Supplied records:
=== Begin Enclosure ===

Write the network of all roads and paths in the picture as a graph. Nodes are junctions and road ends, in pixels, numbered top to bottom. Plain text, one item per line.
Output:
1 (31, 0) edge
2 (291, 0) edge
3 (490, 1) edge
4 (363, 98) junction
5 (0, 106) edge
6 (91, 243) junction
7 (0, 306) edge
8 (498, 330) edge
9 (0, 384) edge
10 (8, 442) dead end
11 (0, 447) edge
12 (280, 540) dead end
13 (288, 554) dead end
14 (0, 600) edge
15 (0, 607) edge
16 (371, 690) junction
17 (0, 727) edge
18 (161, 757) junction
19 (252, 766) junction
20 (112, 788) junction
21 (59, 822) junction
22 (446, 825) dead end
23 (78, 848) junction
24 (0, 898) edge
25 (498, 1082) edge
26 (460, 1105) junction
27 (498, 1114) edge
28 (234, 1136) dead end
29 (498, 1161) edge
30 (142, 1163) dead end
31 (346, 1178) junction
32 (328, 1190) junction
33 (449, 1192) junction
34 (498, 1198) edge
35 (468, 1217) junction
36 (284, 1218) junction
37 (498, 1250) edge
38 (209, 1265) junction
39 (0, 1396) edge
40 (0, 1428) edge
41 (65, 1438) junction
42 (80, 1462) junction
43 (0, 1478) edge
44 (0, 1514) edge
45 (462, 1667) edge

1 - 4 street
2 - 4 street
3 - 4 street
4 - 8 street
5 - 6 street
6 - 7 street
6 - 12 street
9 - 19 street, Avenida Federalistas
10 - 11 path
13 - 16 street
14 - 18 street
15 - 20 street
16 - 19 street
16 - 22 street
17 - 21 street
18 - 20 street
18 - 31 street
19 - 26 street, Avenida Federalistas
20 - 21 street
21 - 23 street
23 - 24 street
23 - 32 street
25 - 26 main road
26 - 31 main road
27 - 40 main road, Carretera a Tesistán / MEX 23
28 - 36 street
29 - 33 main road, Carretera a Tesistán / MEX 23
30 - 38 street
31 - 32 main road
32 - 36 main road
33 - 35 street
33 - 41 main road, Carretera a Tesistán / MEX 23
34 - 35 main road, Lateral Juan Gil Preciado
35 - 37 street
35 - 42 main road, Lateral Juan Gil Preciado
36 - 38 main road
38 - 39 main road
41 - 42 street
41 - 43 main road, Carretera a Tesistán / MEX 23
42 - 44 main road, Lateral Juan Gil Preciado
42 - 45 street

=== End Enclosure ===

Your goal:
Repeat all the records without altering a single word.

Task output:
Write the network of all roads and paths in the picture as a graph. Nodes are junctions and road ends, in pixels, numbered top to bottom. Plain text, one item per line.
Output:
1 (31, 0) edge
2 (291, 0) edge
3 (490, 1) edge
4 (363, 98) junction
5 (0, 106) edge
6 (91, 243) junction
7 (0, 306) edge
8 (498, 330) edge
9 (0, 384) edge
10 (8, 442) dead end
11 (0, 447) edge
12 (280, 540) dead end
13 (288, 554) dead end
14 (0, 600) edge
15 (0, 607) edge
16 (371, 690) junction
17 (0, 727) edge
18 (161, 757) junction
19 (252, 766) junction
20 (112, 788) junction
21 (59, 822) junction
22 (446, 825) dead end
23 (78, 848) junction
24 (0, 898) edge
25 (498, 1082) edge
26 (460, 1105) junction
27 (498, 1114) edge
28 (234, 1136) dead end
29 (498, 1161) edge
30 (142, 1163) dead end
31 (346, 1178) junction
32 (328, 1190) junction
33 (449, 1192) junction
34 (498, 1198) edge
35 (468, 1217) junction
36 (284, 1218) junction
37 (498, 1250) edge
38 (209, 1265) junction
39 (0, 1396) edge
40 (0, 1428) edge
41 (65, 1438) junction
42 (80, 1462) junction
43 (0, 1478) edge
44 (0, 1514) edge
45 (462, 1667) edge

1 - 4 street
2 - 4 street
3 - 4 street
4 - 8 street
5 - 6 street
6 - 7 street
6 - 12 street
9 - 19 street, Avenida Federalistas
10 - 11 path
13 - 16 street
14 - 18 street
15 - 20 street
16 - 19 street
16 - 22 street
17 - 21 street
18 - 20 street
18 - 31 street
19 - 26 street, Avenida Federalistas
20 - 21 street
21 - 23 street
23 - 24 street
23 - 32 street
25 - 26 main road
26 - 31 main road
27 - 40 main road, Carretera a Tesistán / MEX 23
28 - 36 street
29 - 33 main road, Carretera a Tesistán / MEX 23
30 - 38 street
31 - 32 main road
32 - 36 main road
33 - 35 street
33 - 41 main road, Carretera a Tesistán / MEX 23
34 - 35 main road, Lateral Juan Gil Preciado
35 - 37 street
35 - 42 main road, Lateral Juan Gil Preciado
36 - 38 main road
38 - 39 main road
41 - 42 street
41 - 43 main road, Carretera a Tesistán / MEX 23
42 - 44 main road, Lateral Juan Gil Preciado
42 - 45 street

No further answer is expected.